GIVEN INFORMATION below:
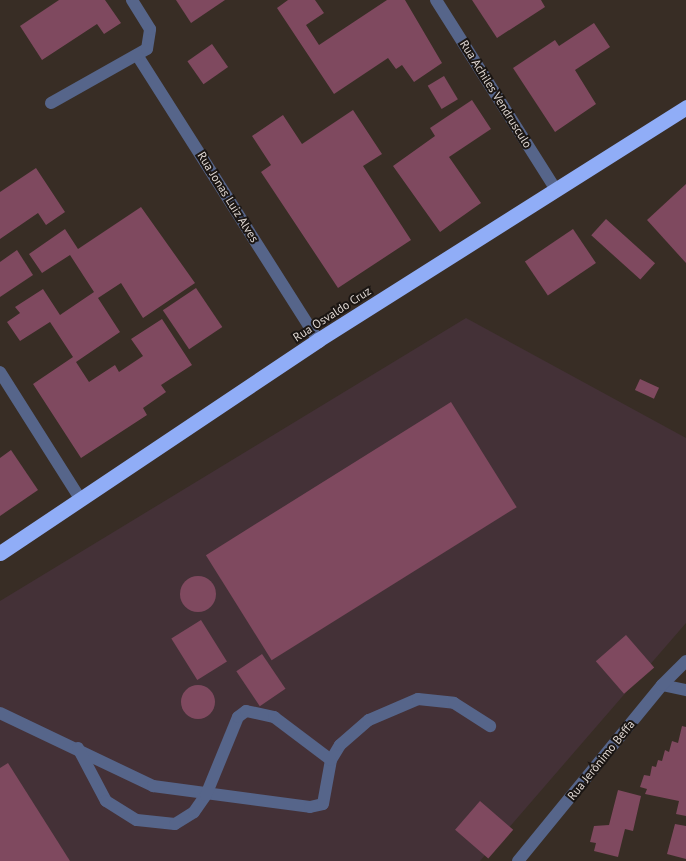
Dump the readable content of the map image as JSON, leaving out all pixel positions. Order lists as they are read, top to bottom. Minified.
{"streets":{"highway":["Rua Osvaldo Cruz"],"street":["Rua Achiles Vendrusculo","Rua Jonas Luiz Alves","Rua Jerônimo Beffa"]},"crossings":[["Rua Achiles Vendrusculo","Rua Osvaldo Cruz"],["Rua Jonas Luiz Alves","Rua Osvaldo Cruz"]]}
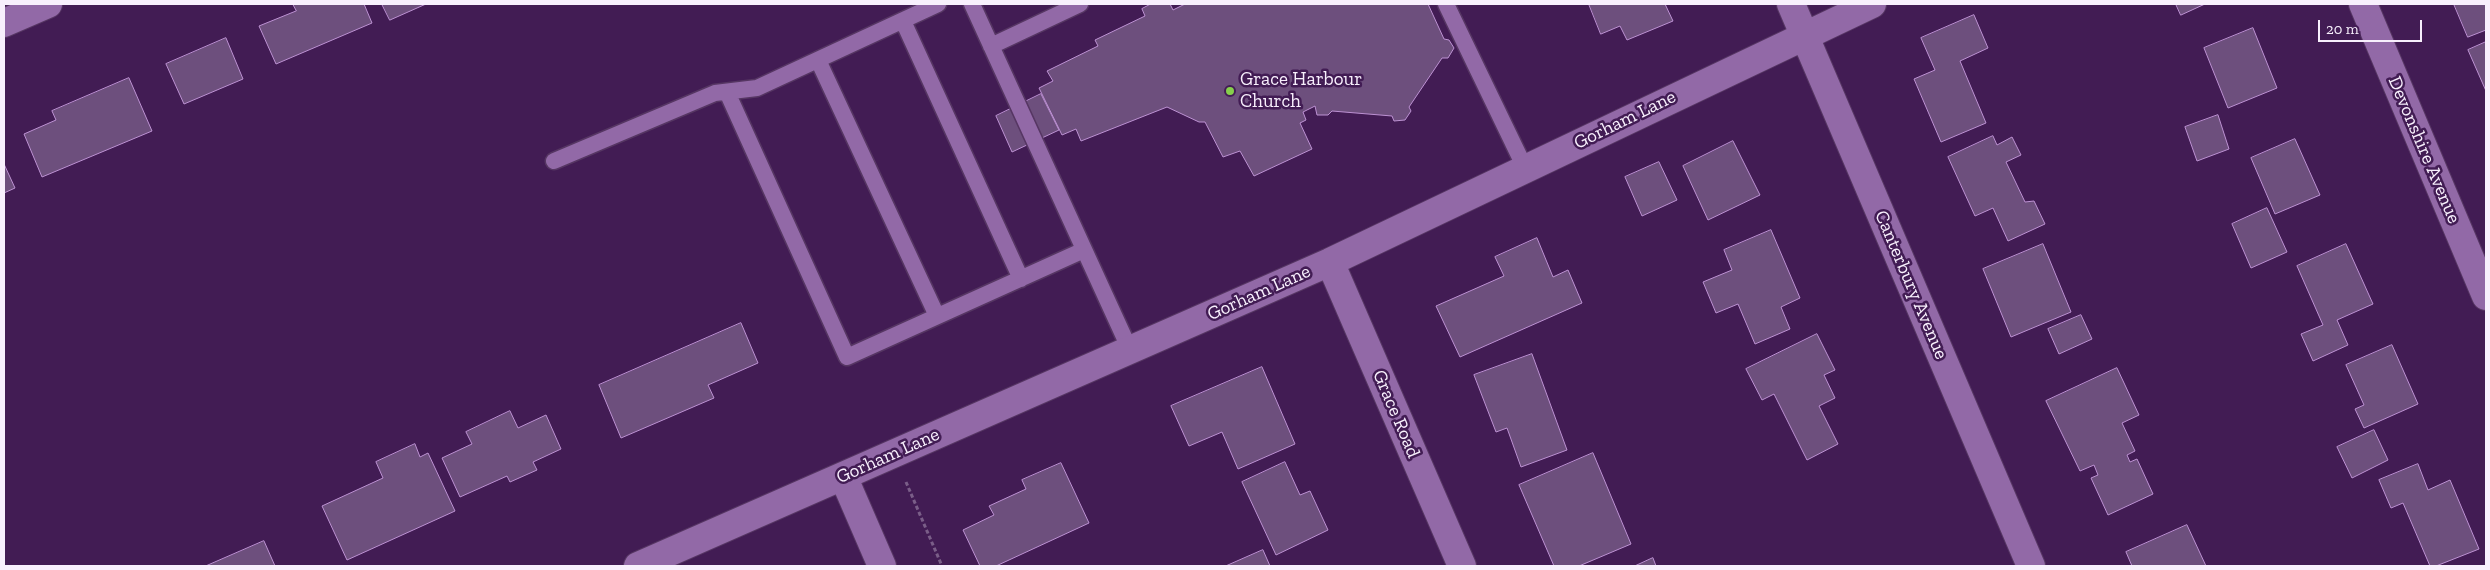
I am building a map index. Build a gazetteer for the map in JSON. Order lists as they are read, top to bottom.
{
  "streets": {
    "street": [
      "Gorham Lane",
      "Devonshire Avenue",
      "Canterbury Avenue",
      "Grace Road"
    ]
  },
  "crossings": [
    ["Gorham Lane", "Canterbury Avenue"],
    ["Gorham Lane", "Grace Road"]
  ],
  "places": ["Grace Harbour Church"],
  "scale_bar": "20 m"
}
End of GIVEN INFORMATION.
THE TASK: Beginning with the line that has "I am building", set down each line through the last one above, exactly, and nothing else.

EXERCISE RESULT:
I am building a map index. Build a gazetteer for the map in JSON. Order lists as they are read, top to bottom.
{
  "streets": {
    "street": [
      "Gorham Lane",
      "Devonshire Avenue",
      "Canterbury Avenue",
      "Grace Road"
    ]
  },
  "crossings": [
    ["Gorham Lane", "Canterbury Avenue"],
    ["Gorham Lane", "Grace Road"]
  ],
  "places": ["Grace Harbour Church"],
  "scale_bar": "20 m"
}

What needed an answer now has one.